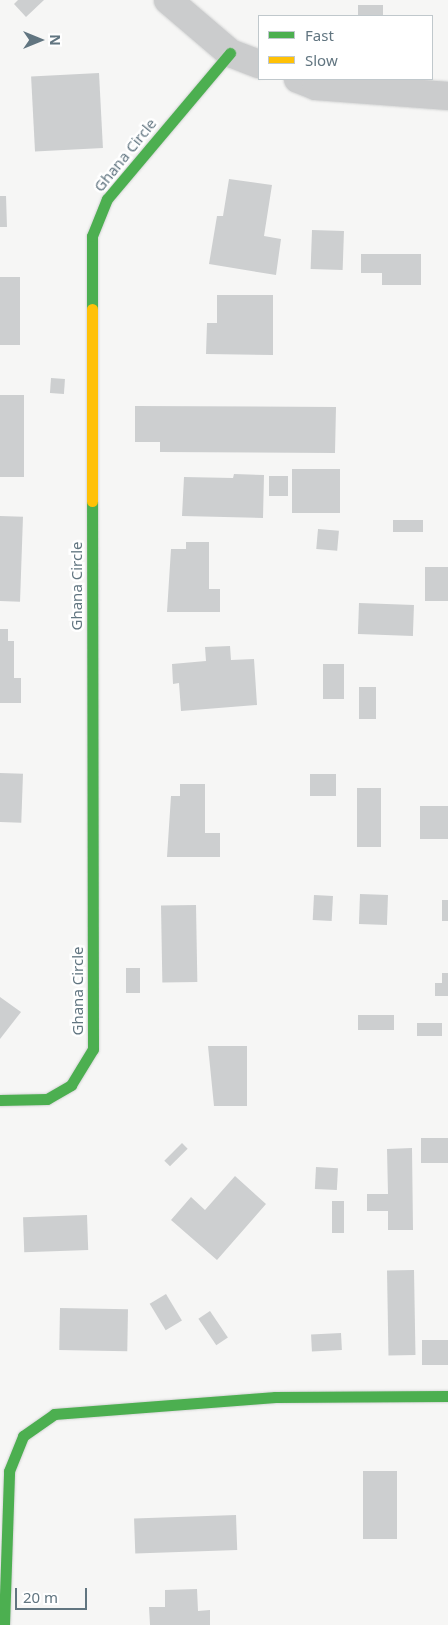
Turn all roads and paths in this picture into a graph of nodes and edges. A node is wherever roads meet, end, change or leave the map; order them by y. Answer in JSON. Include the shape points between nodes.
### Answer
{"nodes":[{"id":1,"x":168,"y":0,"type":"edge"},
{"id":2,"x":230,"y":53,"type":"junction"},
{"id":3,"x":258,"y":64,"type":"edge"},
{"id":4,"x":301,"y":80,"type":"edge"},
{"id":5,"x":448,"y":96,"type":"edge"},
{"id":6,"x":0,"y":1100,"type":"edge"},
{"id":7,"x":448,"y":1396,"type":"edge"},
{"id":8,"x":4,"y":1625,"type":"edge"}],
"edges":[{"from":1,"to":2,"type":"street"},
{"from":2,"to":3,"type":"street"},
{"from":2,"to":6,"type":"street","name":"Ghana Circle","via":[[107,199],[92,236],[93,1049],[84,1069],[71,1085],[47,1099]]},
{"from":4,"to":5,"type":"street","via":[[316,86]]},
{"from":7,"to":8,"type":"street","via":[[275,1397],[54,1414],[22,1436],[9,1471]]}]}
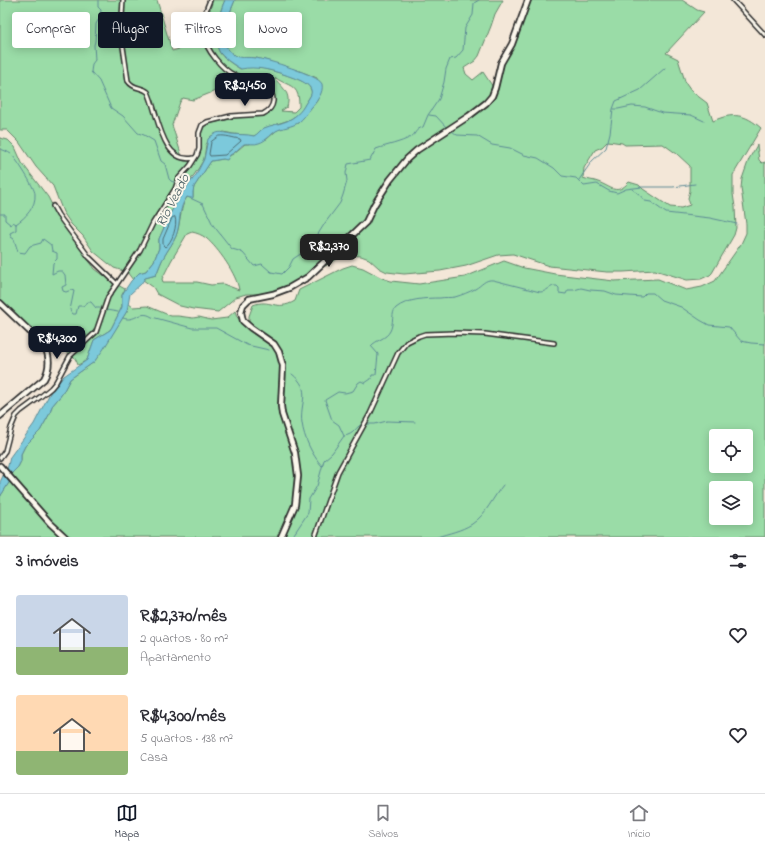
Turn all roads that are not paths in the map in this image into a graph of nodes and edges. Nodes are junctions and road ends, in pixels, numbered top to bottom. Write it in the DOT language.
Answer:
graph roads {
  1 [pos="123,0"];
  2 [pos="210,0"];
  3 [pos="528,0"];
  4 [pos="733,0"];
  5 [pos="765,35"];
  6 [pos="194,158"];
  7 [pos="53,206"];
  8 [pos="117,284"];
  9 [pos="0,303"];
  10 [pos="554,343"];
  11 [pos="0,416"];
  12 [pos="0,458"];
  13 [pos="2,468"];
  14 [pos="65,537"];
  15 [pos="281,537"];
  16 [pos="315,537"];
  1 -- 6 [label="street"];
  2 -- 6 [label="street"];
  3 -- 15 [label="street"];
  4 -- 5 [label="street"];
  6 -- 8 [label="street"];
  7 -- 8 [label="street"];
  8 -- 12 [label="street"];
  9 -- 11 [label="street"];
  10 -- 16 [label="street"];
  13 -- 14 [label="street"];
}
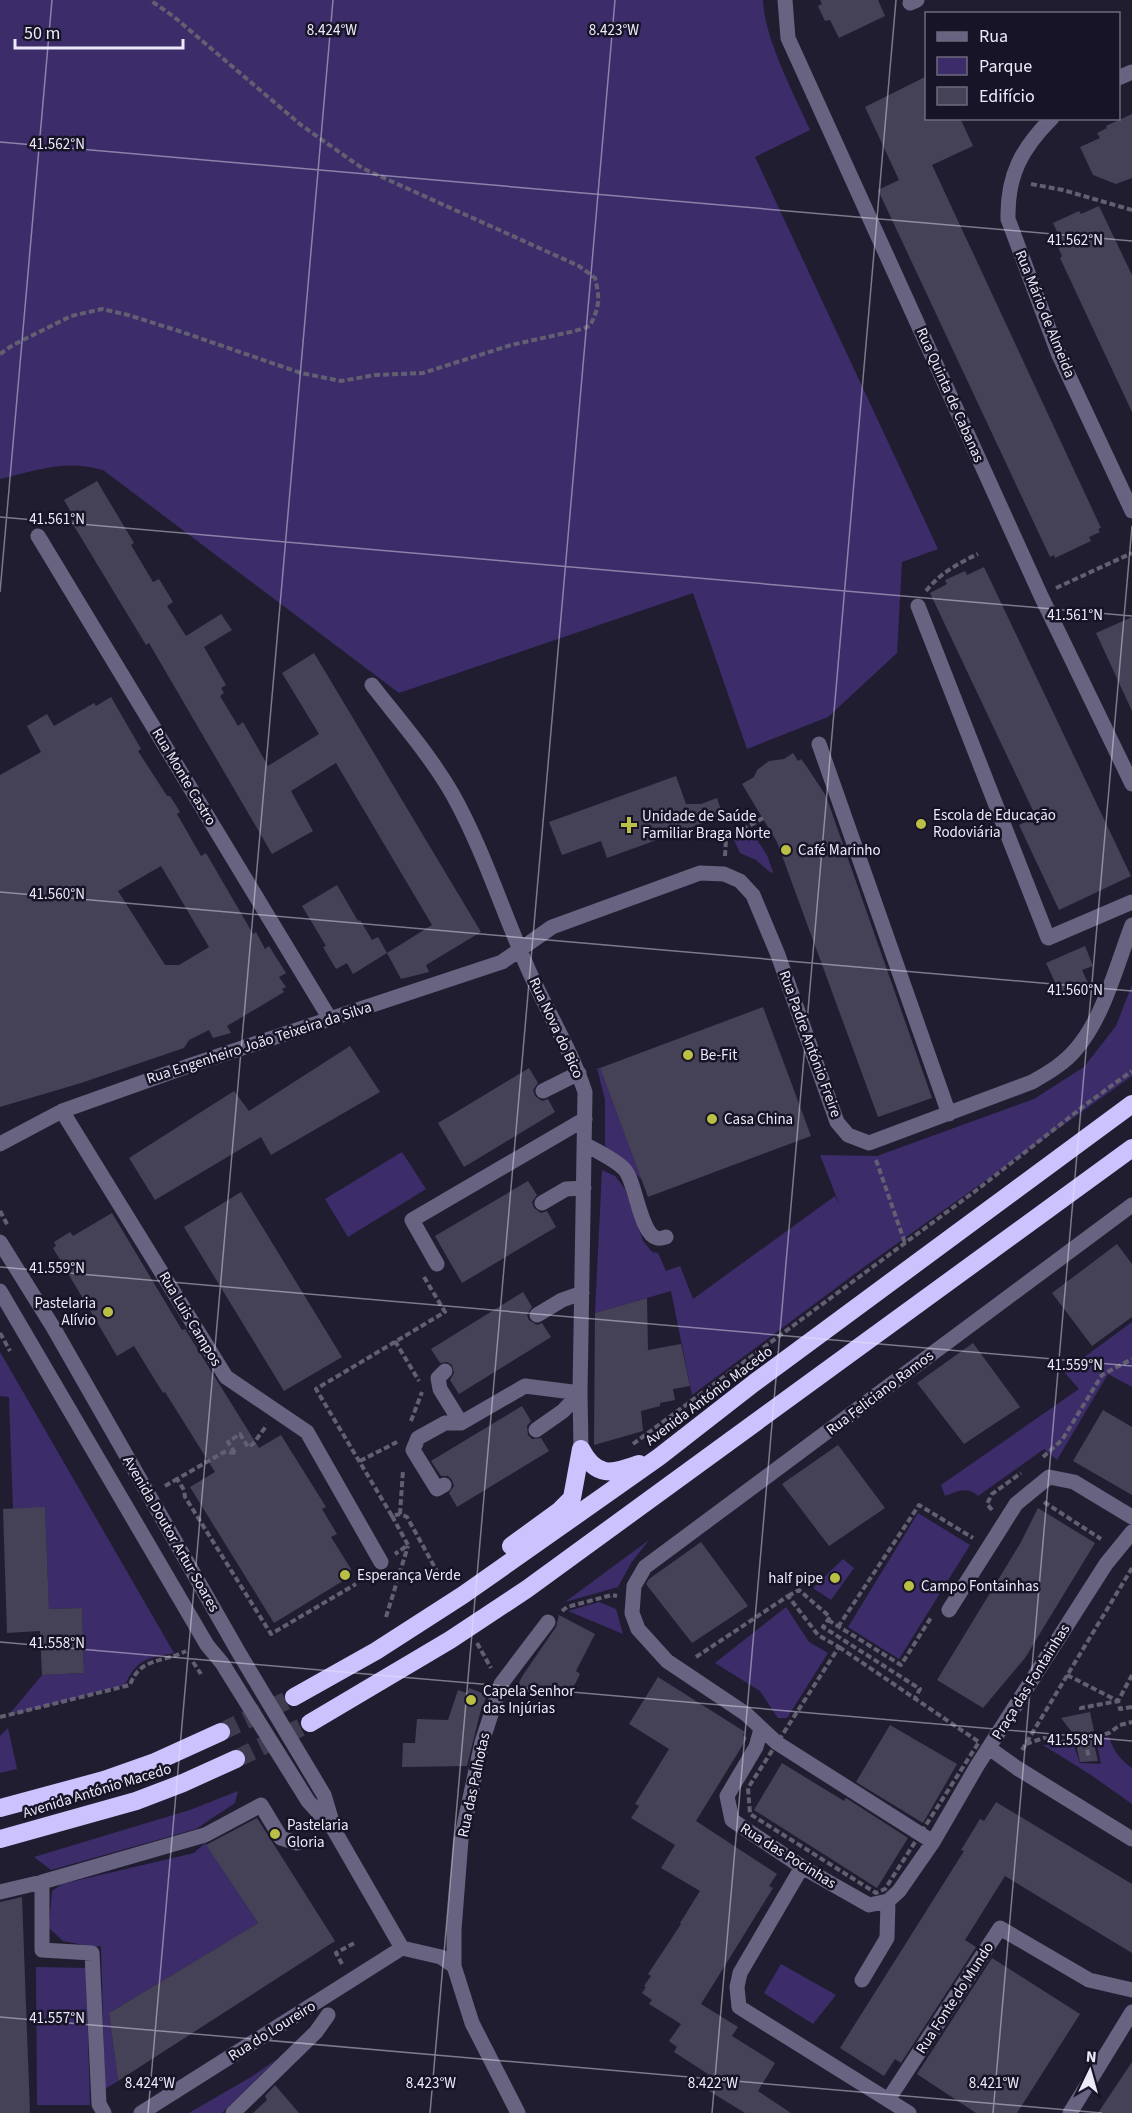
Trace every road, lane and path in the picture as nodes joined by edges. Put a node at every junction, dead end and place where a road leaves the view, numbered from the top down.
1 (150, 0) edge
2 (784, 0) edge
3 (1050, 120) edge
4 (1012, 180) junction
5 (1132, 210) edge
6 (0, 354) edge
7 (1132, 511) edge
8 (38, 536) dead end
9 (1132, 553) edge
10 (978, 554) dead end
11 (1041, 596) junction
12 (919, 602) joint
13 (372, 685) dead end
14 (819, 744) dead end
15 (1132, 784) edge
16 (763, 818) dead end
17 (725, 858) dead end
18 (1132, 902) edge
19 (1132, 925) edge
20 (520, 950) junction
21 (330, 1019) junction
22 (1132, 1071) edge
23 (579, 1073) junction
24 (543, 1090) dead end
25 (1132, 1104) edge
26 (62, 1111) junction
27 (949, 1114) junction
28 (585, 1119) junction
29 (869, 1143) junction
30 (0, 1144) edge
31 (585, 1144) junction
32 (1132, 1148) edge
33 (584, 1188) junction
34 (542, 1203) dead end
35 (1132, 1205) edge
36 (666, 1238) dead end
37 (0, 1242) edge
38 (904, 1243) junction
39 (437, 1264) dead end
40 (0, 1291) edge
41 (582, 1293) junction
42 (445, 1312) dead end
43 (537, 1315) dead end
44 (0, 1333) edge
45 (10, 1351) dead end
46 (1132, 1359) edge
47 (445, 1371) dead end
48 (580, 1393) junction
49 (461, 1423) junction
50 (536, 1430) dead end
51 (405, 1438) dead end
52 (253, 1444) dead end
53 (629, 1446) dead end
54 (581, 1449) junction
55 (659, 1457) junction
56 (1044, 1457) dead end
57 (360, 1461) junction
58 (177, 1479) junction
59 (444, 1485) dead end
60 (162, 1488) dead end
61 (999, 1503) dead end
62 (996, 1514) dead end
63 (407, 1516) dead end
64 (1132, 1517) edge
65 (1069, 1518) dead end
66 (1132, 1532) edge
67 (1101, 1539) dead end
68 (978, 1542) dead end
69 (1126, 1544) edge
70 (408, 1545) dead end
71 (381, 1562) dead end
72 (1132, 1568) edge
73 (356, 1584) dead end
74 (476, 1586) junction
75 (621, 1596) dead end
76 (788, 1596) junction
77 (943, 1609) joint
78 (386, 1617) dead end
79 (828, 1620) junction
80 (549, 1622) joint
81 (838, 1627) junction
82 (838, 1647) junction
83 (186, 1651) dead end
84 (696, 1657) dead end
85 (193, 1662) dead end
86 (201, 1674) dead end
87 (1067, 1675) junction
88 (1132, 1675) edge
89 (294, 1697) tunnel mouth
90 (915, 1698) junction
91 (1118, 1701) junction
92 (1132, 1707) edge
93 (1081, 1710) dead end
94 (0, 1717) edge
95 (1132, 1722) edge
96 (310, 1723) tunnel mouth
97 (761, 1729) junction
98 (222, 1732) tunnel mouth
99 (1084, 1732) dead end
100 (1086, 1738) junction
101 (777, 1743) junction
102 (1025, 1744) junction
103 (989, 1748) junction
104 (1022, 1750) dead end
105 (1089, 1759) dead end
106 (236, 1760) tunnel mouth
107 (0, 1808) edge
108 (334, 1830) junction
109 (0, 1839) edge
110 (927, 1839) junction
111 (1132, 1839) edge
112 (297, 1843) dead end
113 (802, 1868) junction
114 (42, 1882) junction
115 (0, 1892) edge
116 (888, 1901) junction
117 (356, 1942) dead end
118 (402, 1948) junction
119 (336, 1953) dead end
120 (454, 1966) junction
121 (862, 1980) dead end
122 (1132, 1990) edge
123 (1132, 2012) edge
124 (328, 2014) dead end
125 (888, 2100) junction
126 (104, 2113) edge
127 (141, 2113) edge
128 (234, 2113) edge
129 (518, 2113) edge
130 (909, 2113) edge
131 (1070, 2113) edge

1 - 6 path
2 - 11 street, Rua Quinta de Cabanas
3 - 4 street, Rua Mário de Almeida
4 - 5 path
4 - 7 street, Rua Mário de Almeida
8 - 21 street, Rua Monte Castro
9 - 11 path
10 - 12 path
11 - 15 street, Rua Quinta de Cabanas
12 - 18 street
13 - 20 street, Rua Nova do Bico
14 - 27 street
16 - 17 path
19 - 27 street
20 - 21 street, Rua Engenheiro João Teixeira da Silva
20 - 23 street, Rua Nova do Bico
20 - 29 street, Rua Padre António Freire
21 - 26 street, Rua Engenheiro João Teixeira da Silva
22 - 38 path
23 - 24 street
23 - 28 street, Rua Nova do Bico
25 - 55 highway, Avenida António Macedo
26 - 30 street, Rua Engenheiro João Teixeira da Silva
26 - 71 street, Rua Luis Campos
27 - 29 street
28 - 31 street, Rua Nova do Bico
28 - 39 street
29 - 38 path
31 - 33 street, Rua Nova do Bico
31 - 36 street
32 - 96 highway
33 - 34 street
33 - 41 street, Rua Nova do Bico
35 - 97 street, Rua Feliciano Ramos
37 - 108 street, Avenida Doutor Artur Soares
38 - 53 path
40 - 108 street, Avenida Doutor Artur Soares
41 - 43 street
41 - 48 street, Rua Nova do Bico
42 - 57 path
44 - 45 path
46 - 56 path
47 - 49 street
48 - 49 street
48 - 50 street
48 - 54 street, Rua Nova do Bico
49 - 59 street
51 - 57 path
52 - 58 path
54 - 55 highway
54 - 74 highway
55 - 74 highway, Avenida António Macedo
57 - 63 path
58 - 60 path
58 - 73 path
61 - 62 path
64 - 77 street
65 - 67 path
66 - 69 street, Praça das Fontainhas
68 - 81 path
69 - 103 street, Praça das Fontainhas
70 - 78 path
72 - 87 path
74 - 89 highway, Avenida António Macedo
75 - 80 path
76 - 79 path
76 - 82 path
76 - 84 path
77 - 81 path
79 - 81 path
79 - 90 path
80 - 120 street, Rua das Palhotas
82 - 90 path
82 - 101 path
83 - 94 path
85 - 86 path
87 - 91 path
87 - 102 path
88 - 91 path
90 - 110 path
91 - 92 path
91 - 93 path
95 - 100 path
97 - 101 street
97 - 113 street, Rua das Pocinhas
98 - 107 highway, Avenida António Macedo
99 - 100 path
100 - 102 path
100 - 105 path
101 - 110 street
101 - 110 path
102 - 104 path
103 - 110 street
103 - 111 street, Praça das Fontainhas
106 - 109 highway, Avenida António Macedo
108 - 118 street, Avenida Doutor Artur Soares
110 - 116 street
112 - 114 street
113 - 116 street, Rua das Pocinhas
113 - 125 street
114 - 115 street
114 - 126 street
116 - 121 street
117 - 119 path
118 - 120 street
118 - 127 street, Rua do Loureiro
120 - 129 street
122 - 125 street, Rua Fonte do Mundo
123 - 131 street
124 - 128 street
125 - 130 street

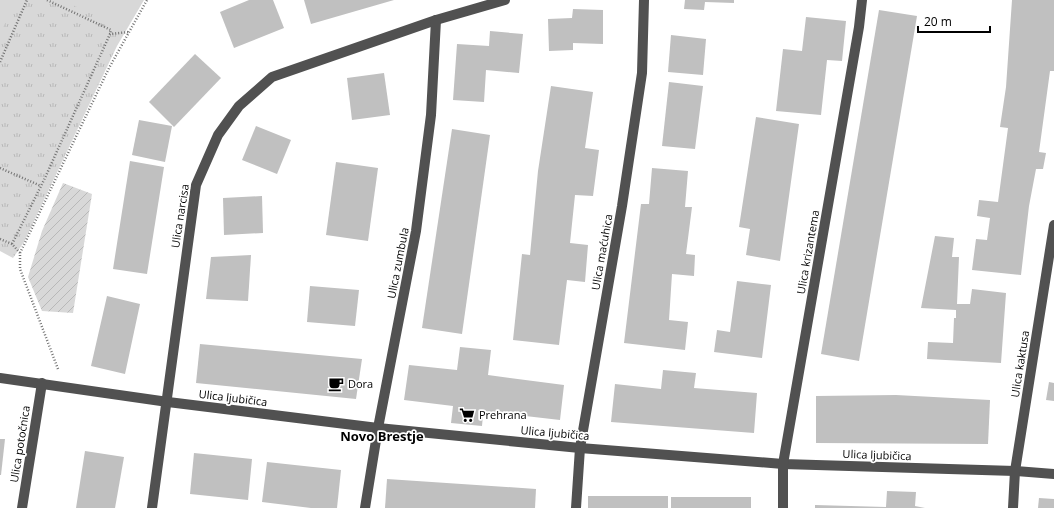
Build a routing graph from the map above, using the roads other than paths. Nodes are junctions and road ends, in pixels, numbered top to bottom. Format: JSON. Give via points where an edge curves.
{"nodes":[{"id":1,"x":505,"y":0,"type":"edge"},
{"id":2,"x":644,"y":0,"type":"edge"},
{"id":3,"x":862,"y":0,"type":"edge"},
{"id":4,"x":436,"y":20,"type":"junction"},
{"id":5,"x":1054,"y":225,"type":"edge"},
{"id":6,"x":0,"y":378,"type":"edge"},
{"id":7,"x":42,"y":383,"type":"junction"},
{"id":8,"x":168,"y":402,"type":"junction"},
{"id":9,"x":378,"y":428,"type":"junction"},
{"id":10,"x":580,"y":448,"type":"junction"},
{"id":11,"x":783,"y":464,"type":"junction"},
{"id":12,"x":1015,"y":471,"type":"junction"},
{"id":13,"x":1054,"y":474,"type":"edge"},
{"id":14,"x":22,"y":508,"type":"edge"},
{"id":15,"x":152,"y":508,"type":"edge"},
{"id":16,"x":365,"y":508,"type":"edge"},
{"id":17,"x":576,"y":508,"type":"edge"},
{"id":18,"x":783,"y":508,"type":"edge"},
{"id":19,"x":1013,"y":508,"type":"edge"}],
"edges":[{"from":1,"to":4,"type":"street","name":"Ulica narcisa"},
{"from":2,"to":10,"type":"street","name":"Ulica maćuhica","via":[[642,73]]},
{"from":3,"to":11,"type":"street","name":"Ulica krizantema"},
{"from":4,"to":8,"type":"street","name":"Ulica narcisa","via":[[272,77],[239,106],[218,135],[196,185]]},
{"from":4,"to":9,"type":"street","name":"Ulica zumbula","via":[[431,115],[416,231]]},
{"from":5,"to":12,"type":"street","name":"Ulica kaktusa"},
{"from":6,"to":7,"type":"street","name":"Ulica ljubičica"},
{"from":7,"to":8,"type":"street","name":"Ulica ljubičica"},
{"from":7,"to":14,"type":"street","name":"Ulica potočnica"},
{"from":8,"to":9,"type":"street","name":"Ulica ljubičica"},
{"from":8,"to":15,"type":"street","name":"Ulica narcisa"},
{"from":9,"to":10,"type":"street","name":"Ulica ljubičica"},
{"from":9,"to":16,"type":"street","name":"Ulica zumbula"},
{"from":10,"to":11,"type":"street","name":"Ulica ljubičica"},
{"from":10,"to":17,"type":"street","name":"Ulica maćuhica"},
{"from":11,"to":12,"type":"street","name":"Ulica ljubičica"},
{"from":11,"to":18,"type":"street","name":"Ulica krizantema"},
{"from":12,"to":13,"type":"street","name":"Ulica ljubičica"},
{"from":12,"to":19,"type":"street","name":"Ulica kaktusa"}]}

------------------------------------------------

WORK ORDER - Count each line above in which the string "Mário" appears, then state only the total.

RESPONSE TO THIS TASK - 2